THE PROBLEM: Transcribe each entry so that it matches the original exactly.

---

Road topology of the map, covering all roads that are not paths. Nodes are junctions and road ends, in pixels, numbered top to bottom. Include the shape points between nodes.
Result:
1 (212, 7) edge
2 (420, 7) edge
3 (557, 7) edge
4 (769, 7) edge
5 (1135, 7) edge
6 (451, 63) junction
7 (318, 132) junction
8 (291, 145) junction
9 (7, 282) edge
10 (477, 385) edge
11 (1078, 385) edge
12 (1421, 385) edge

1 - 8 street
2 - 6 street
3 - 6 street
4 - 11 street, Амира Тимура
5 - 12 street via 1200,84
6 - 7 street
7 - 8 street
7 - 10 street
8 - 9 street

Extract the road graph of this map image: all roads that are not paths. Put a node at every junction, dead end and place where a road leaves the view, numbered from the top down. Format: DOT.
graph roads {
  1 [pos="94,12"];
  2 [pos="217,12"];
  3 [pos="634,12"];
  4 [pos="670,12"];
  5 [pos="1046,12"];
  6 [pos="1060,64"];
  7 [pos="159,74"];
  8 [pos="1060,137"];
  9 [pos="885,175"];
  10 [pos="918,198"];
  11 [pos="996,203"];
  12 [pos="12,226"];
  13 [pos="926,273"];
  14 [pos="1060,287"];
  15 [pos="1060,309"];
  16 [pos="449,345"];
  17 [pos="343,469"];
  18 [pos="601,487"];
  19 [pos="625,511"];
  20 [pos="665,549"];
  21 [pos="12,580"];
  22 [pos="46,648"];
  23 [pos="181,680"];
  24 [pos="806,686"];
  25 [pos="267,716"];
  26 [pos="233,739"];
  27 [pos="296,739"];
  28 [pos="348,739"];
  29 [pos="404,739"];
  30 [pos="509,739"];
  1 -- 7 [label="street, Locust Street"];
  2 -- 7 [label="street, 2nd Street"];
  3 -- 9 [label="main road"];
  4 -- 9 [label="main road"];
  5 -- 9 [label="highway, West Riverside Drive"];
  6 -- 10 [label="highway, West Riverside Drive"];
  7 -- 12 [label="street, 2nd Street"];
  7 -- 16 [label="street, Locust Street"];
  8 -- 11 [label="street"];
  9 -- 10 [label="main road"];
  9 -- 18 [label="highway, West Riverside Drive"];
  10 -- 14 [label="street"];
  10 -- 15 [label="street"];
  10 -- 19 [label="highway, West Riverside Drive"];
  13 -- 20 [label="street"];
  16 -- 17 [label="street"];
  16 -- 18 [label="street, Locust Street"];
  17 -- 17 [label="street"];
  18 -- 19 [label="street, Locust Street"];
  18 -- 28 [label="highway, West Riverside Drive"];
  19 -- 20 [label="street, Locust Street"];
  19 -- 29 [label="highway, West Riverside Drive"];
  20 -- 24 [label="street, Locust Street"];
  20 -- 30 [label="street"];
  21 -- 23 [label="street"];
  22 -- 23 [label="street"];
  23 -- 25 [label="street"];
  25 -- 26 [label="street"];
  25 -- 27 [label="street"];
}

---

OUTPUT OF THE EXERCISE:
Road topology of the map, covering all roads that are not paths. Nodes are junctions and road ends, in pixels, numbered top to bottom. Include the shape points between nodes.
Result:
1 (212, 7) edge
2 (420, 7) edge
3 (557, 7) edge
4 (769, 7) edge
5 (1135, 7) edge
6 (451, 63) junction
7 (318, 132) junction
8 (291, 145) junction
9 (7, 282) edge
10 (477, 385) edge
11 (1078, 385) edge
12 (1421, 385) edge

1 - 8 street
2 - 6 street
3 - 6 street
4 - 11 street, Амира Тимура
5 - 12 street via 1200,84
6 - 7 street
7 - 8 street
7 - 10 street
8 - 9 street

Extract the road graph of this map image: all roads that are not paths. Put a node at every junction, dead end and place where a road leaves the view, numbered from the top down. Format: DOT.
graph roads {
  1 [pos="94,12"];
  2 [pos="217,12"];
  3 [pos="634,12"];
  4 [pos="670,12"];
  5 [pos="1046,12"];
  6 [pos="1060,64"];
  7 [pos="159,74"];
  8 [pos="1060,137"];
  9 [pos="885,175"];
  10 [pos="918,198"];
  11 [pos="996,203"];
  12 [pos="12,226"];
  13 [pos="926,273"];
  14 [pos="1060,287"];
  15 [pos="1060,309"];
  16 [pos="449,345"];
  17 [pos="343,469"];
  18 [pos="601,487"];
  19 [pos="625,511"];
  20 [pos="665,549"];
  21 [pos="12,580"];
  22 [pos="46,648"];
  23 [pos="181,680"];
  24 [pos="806,686"];
  25 [pos="267,716"];
  26 [pos="233,739"];
  27 [pos="296,739"];
  28 [pos="348,739"];
  29 [pos="404,739"];
  30 [pos="509,739"];
  1 -- 7 [label="street, Locust Street"];
  2 -- 7 [label="street, 2nd Street"];
  3 -- 9 [label="main road"];
  4 -- 9 [label="main road"];
  5 -- 9 [label="highway, West Riverside Drive"];
  6 -- 10 [label="highway, West Riverside Drive"];
  7 -- 12 [label="street, 2nd Street"];
  7 -- 16 [label="street, Locust Street"];
  8 -- 11 [label="street"];
  9 -- 10 [label="main road"];
  9 -- 18 [label="highway, West Riverside Drive"];
  10 -- 14 [label="street"];
  10 -- 15 [label="street"];
  10 -- 19 [label="highway, West Riverside Drive"];
  13 -- 20 [label="street"];
  16 -- 17 [label="street"];
  16 -- 18 [label="street, Locust Street"];
  17 -- 17 [label="street"];
  18 -- 19 [label="street, Locust Street"];
  18 -- 28 [label="highway, West Riverside Drive"];
  19 -- 20 [label="street, Locust Street"];
  19 -- 29 [label="highway, West Riverside Drive"];
  20 -- 24 [label="street, Locust Street"];
  20 -- 30 [label="street"];
  21 -- 23 [label="street"];
  22 -- 23 [label="street"];
  23 -- 25 [label="street"];
  25 -- 26 [label="street"];
  25 -- 27 [label="street"];
}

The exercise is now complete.